- Work instructions
Go through the data below and copy each line where the word "bends" occurs.

- Data under study

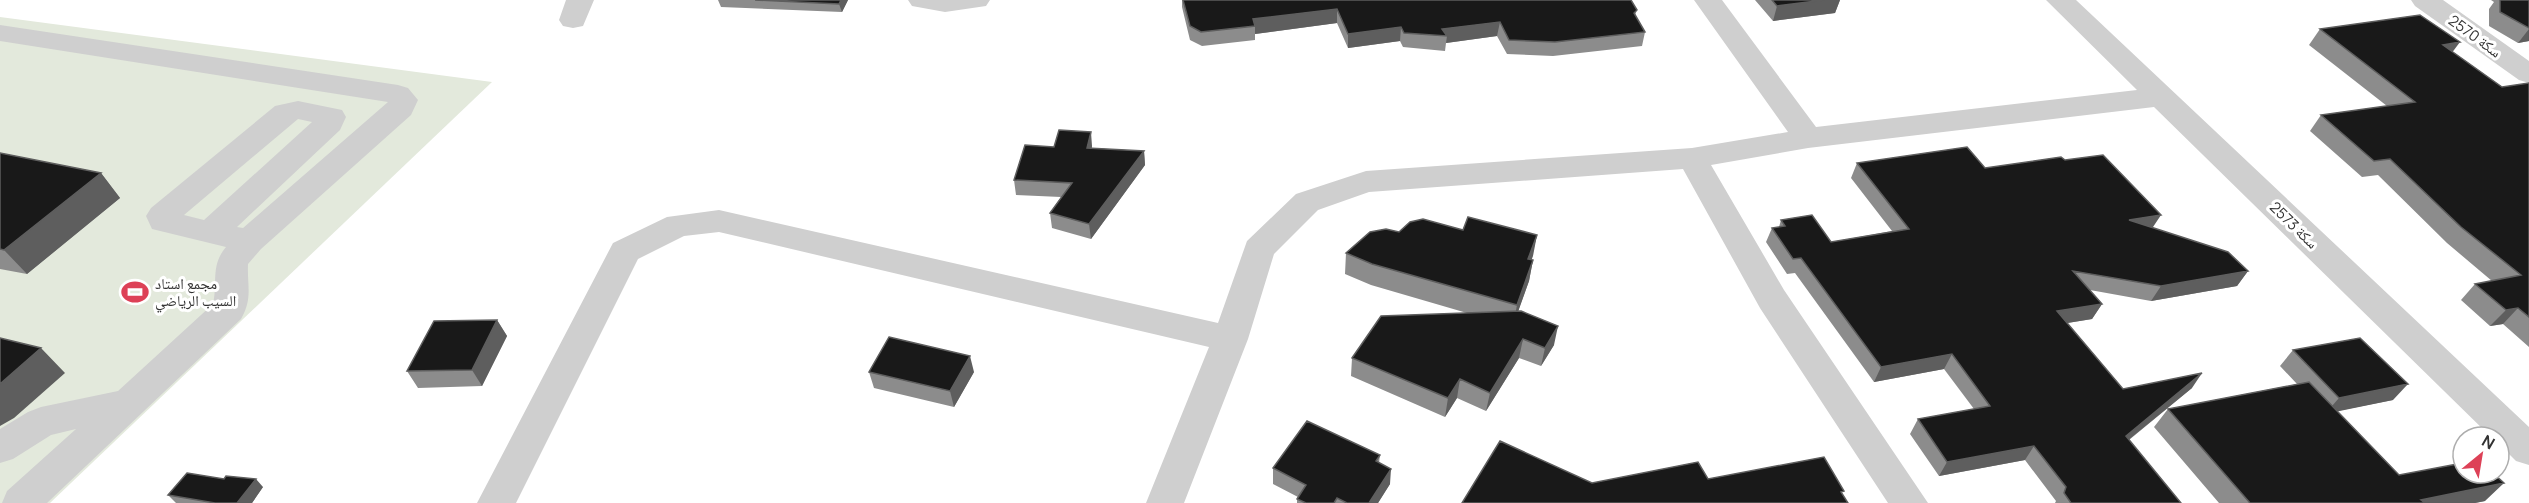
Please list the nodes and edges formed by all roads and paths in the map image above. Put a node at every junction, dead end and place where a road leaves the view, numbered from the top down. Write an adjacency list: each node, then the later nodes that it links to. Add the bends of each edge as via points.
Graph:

==

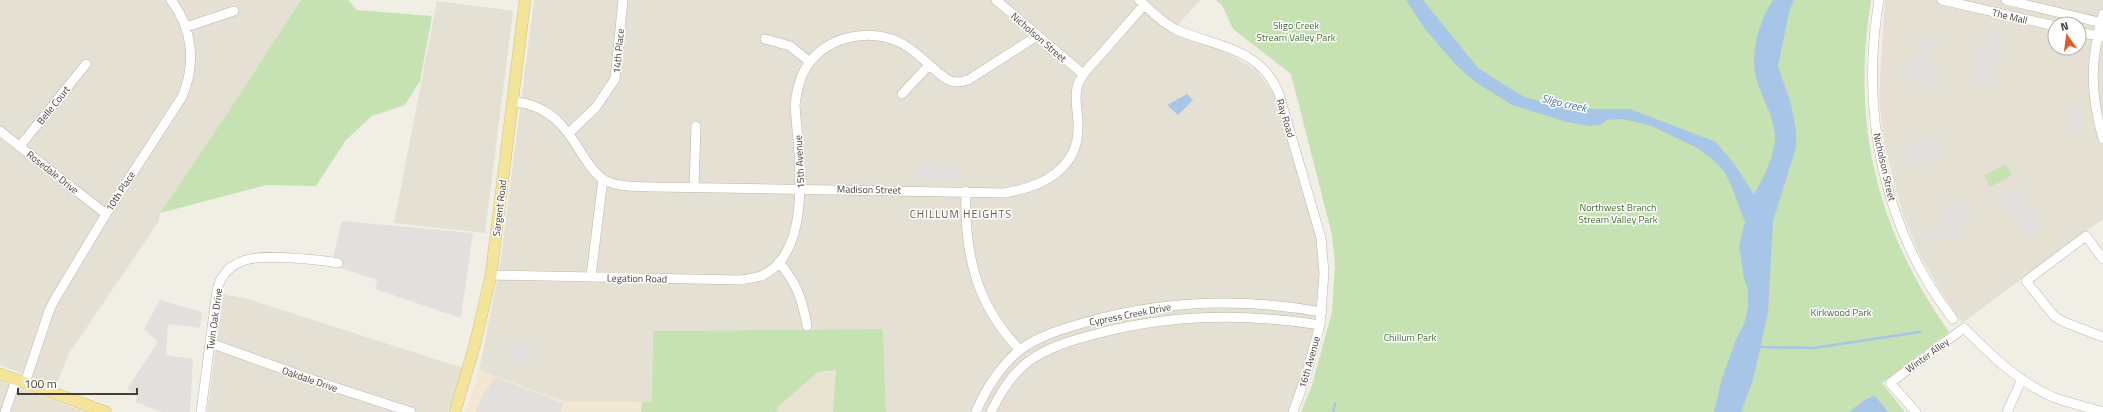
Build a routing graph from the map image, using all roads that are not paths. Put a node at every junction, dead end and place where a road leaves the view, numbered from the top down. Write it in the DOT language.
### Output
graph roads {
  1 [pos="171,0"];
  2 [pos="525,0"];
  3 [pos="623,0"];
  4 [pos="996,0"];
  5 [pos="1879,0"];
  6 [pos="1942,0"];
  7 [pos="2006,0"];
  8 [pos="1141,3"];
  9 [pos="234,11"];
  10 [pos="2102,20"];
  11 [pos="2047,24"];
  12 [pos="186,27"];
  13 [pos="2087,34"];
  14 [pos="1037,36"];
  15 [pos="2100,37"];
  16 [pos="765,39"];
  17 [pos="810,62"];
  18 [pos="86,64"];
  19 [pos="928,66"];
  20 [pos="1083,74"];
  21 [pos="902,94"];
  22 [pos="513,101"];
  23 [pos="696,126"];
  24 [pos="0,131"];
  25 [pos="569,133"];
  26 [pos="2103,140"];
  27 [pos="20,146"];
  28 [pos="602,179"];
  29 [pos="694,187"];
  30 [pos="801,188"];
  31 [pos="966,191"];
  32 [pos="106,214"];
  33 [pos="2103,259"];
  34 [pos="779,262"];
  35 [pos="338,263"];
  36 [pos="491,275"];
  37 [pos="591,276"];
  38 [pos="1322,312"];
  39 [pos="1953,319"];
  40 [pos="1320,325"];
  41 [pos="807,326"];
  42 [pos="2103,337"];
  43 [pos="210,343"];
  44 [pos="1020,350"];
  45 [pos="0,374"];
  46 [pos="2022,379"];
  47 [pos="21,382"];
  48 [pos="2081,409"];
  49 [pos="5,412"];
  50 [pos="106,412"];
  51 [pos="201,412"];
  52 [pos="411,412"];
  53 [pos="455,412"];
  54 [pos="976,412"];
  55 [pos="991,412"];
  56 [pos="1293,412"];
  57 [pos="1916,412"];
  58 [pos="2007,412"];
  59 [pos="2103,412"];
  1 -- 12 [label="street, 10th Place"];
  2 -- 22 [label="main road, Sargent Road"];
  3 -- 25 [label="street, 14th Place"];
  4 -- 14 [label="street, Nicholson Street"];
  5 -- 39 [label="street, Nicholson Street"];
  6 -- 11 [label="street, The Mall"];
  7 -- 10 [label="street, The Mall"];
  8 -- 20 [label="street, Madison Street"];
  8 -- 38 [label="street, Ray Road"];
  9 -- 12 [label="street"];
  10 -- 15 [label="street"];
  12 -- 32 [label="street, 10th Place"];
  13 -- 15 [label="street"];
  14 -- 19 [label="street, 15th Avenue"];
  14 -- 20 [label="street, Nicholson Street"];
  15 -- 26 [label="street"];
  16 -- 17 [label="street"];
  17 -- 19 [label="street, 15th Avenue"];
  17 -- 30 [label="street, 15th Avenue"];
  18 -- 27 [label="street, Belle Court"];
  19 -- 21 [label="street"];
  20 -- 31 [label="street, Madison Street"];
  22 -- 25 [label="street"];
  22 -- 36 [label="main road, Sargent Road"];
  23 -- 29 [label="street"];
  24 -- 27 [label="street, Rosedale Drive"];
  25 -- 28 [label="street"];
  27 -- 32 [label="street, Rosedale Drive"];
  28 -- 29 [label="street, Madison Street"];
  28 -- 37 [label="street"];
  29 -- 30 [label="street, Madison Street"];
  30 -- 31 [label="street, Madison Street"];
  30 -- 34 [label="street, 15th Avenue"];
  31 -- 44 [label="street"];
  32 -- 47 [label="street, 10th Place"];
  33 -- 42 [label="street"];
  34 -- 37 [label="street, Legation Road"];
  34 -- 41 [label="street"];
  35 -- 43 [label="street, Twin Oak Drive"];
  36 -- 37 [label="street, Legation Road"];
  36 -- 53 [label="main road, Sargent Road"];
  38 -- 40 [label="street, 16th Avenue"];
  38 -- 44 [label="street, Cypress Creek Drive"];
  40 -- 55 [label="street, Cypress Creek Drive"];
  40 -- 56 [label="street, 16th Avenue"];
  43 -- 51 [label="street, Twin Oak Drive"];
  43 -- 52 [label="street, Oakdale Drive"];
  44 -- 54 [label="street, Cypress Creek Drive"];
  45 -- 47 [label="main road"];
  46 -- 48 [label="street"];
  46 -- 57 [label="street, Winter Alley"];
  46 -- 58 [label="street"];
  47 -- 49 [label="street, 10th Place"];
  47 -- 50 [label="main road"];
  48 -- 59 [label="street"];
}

==

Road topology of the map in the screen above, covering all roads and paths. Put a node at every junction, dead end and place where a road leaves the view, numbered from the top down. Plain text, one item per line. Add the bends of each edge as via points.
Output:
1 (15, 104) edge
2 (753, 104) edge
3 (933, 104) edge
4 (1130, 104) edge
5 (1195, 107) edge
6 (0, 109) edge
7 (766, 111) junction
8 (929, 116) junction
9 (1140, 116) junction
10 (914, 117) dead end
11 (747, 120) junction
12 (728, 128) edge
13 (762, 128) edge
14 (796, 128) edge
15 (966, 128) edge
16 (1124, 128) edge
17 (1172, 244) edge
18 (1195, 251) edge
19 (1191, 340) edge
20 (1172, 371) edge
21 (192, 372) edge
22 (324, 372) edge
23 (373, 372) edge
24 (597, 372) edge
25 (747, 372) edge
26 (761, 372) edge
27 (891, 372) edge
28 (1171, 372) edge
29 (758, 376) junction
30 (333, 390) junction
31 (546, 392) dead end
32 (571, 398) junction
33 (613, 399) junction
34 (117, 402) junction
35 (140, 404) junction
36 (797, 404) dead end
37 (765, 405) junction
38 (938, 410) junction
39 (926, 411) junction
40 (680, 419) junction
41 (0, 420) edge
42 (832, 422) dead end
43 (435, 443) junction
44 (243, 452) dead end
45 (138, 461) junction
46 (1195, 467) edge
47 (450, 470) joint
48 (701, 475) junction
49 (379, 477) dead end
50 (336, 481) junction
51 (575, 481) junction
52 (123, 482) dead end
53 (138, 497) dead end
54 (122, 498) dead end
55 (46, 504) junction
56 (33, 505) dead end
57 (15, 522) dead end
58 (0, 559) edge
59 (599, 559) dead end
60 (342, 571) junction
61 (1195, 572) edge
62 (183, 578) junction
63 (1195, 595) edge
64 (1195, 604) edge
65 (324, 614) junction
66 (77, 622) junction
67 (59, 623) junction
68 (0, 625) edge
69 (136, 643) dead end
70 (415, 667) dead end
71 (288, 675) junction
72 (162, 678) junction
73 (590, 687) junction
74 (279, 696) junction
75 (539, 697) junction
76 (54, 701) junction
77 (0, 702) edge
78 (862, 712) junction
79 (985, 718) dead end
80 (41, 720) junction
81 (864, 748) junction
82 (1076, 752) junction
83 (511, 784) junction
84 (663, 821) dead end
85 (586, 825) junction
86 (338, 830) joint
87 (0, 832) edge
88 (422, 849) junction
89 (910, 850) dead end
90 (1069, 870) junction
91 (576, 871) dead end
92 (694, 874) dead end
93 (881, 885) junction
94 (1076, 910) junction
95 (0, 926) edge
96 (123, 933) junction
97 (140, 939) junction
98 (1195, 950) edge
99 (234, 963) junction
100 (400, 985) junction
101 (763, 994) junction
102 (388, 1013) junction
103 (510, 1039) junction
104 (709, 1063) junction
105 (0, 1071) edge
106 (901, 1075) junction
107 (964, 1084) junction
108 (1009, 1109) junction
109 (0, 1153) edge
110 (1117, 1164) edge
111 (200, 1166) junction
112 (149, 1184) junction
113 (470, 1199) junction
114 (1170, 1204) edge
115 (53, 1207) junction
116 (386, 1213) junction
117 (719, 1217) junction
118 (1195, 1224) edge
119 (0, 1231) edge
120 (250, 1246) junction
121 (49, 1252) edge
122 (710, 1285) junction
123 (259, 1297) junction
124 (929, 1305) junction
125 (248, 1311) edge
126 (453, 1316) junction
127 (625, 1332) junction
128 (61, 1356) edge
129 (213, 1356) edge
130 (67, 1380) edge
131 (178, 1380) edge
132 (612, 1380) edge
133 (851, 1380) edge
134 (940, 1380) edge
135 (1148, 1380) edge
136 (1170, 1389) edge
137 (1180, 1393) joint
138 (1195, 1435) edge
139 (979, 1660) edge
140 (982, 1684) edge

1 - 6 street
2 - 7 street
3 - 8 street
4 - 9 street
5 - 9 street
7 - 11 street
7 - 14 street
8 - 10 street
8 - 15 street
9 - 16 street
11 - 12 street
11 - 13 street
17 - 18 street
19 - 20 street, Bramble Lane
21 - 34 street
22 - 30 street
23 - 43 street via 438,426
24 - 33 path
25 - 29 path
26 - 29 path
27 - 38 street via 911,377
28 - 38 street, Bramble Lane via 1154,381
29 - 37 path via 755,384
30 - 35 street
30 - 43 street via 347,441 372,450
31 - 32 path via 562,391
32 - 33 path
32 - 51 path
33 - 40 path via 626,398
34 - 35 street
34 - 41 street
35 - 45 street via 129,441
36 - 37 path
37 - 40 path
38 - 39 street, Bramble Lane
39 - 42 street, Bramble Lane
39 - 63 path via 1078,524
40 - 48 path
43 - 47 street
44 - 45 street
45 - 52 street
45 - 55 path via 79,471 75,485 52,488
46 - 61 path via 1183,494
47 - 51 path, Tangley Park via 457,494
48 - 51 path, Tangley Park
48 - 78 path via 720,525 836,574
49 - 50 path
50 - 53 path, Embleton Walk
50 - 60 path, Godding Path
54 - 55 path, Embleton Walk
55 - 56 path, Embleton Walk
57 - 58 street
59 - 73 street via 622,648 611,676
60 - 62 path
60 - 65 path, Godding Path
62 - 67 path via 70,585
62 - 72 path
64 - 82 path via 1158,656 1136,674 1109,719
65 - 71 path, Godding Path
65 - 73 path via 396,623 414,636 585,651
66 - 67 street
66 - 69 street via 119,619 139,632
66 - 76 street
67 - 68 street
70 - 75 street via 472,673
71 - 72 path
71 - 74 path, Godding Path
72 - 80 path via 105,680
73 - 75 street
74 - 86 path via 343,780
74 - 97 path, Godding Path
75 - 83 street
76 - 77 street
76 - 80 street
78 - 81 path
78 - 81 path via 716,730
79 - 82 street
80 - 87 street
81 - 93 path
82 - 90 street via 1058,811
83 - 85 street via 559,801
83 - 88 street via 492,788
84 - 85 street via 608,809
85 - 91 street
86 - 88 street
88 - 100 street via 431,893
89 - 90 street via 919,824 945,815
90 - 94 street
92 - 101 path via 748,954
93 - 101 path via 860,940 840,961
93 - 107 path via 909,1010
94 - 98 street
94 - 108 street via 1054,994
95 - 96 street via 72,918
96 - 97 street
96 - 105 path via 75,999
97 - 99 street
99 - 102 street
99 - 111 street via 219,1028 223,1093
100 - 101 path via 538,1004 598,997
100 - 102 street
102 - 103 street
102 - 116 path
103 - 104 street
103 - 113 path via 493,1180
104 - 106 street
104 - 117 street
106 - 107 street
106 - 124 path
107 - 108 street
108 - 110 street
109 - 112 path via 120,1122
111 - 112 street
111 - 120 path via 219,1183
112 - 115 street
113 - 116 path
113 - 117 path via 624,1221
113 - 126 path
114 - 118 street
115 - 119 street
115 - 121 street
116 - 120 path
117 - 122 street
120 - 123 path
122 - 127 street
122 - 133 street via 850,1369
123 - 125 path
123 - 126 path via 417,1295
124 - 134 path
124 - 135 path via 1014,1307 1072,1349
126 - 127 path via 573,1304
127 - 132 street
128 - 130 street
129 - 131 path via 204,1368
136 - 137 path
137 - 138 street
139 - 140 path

- Problem solution
Please list the nodes and edges formed by all roads and paths in the map image above. Put a node at every junction, dead end and place where a road leaves the view, numbered from the top down. Write an adjacency list: each node, then the later nodes that it links to. Add the bends of each edge as via points.
Road topology of the map in the screen above, covering all roads and paths. Put a node at every junction, dead end and place where a road leaves the view, numbered from the top down. Plain text, one item per line. Add the bends of each edge as via points.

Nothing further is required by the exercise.